The huge frustration of the review, which all on this Forum feel is the total lack of transparency across all Banks, with each doing their own thing in their own time. You would have to conclude(and even more so from the performance of Central Bank senior management at the Public accounts hearing) that CBOI are not in control and dictating the pace and direction of the review, as they should be. We read from other posts of other mortgage holders being returned to tracker(many being pleasantly surprised) in circumstances that appear similar or indeed inferior to our own, but as the Banks are not issuing any detailed criteria around what procedures they are using to qualify mortgage holders to return to tracker rates, we have no idea what's going on. Until the Central Bank take control, the review will plod along, with consumers being kept in the dark as to their own situation, which given the time elapsed since this fiasco began, is a huge violation of consumer protection rights.


----------



## mister32 (21 Dec 2016)

Nail on the head 


What are the criteria by which banks are deciding? 

Those criteria should be available to everyone so we can check our own contracts 

Why is the entire thing being concealed? 

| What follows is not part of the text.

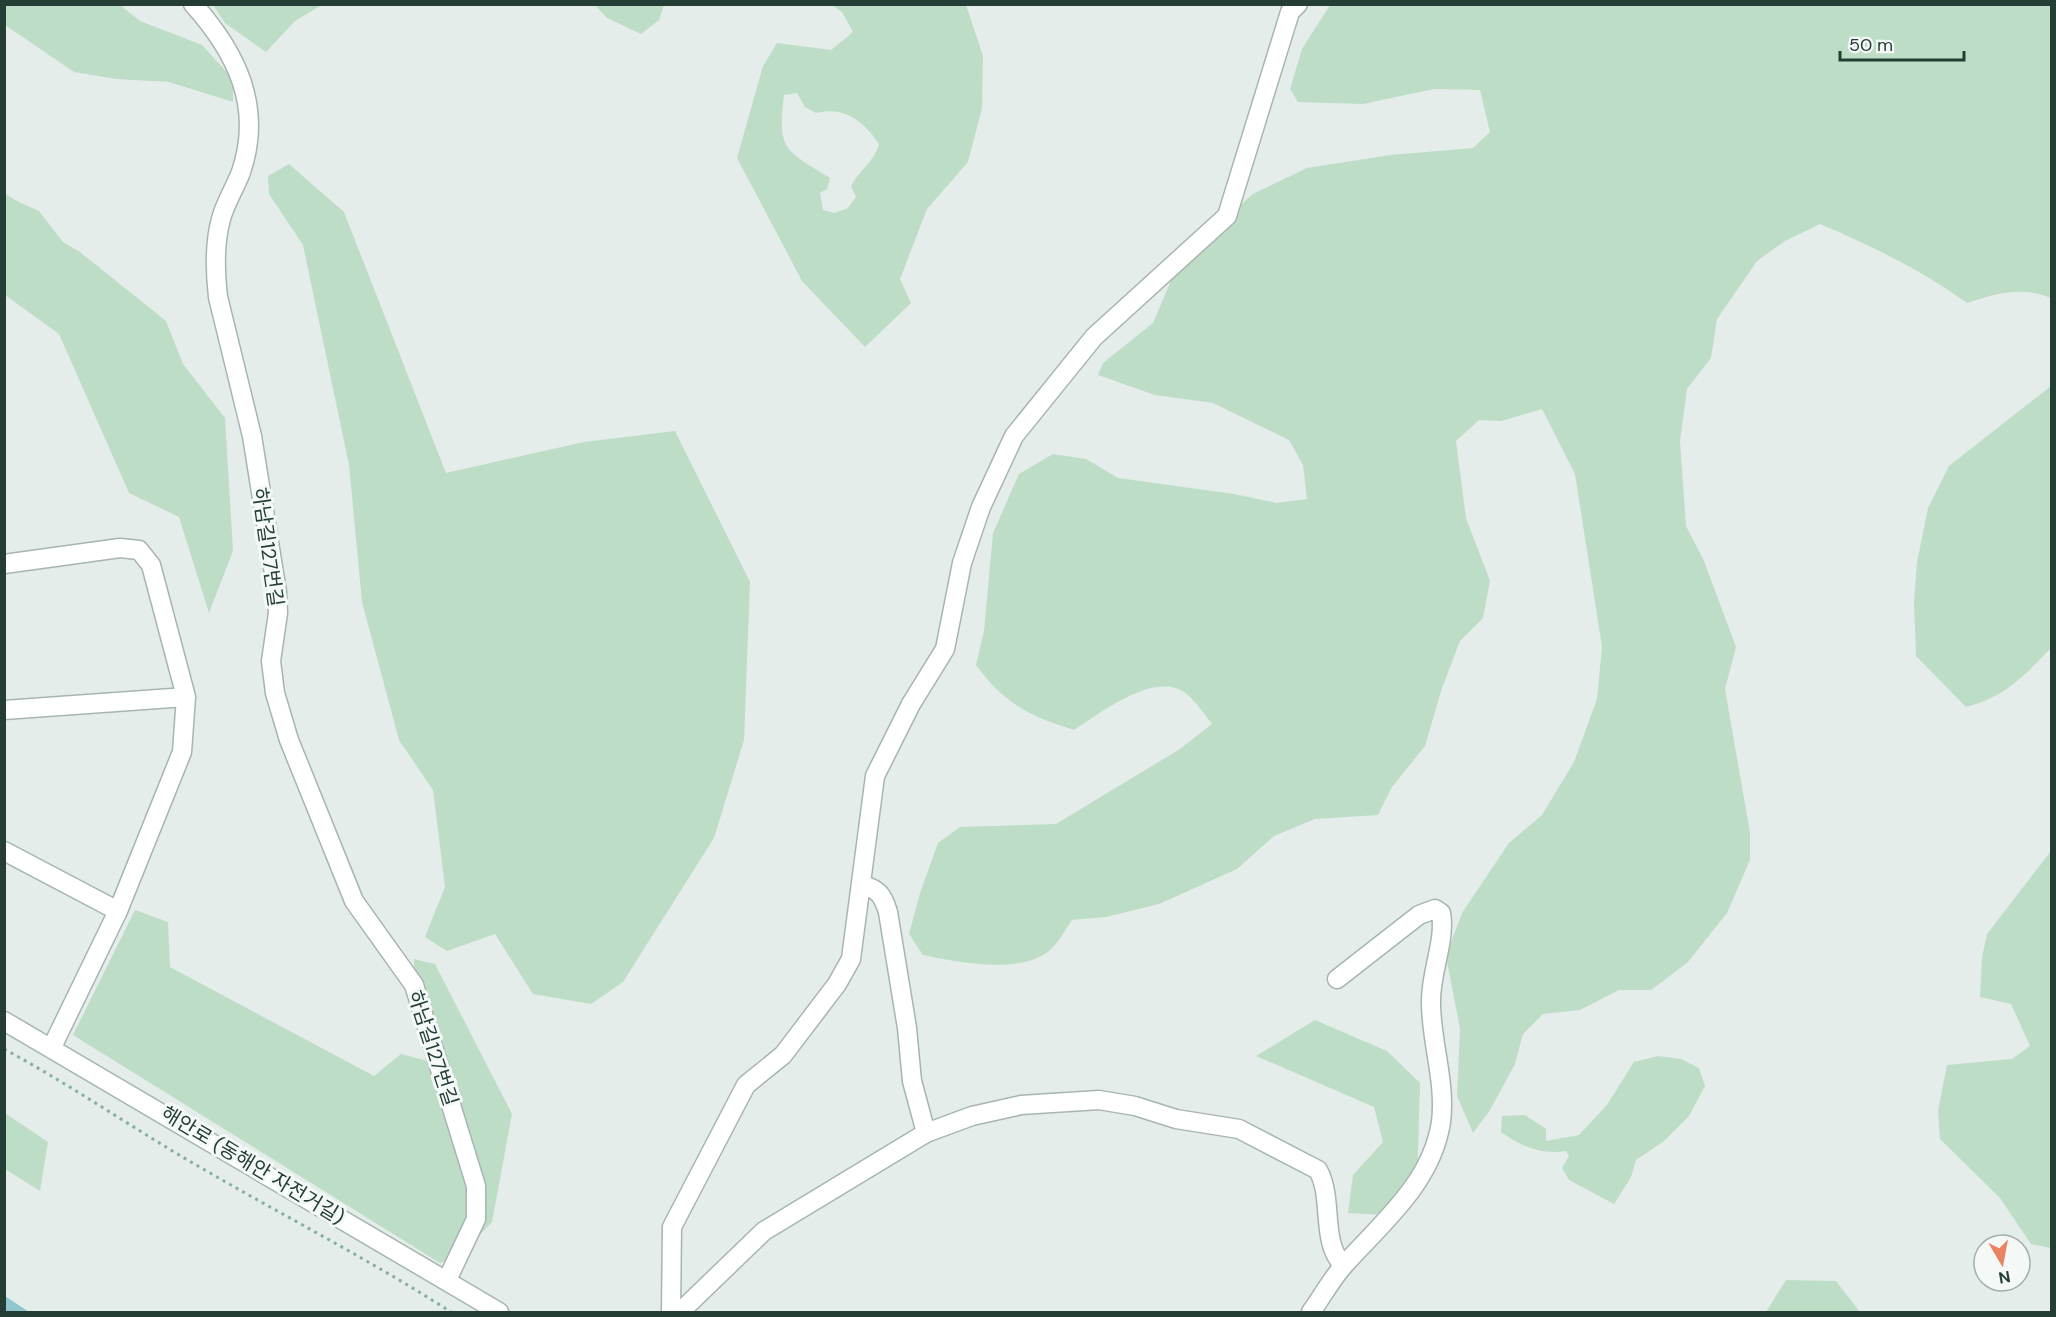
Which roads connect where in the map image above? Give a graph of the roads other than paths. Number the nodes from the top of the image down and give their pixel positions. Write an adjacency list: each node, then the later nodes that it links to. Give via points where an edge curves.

It can only be in the interest of the banks 

And the central bank afraid of transparency


----------



## Bronte (22 Dec 2016)

mister32 said:


> I'm an example of person who can't switch and am reluctant to fix because why should I when I should be on a tracker?
> 
> I'm looking to Michael Mc Grath to fix the high variable rates.
> And the central bank to get my tracker back.



Good luck with a politician fixing your high variable rates. Especially if you are not entitled to your tracker back.


----------



## Bronte (22 Dec 2016)

mister32 said:


> Nail on the head
> 
> 
> What are the criteria by which banks are deciding?
> ...



How about you scan and post up your contract - delete the identifying features.

And I hope you are documentating everything, like your phone call the other day. Which of course should be followed up with a letter or email to them with your stating your conversation.


----------



## Tillymam (9 Jan 2017)

Only replying on the above now as its taken me ages to try and figure out (and give up on!) how to paste an image or attached a document.
Instead I've just copied the Special Conditions section of my Letter of Offer exactly, see below.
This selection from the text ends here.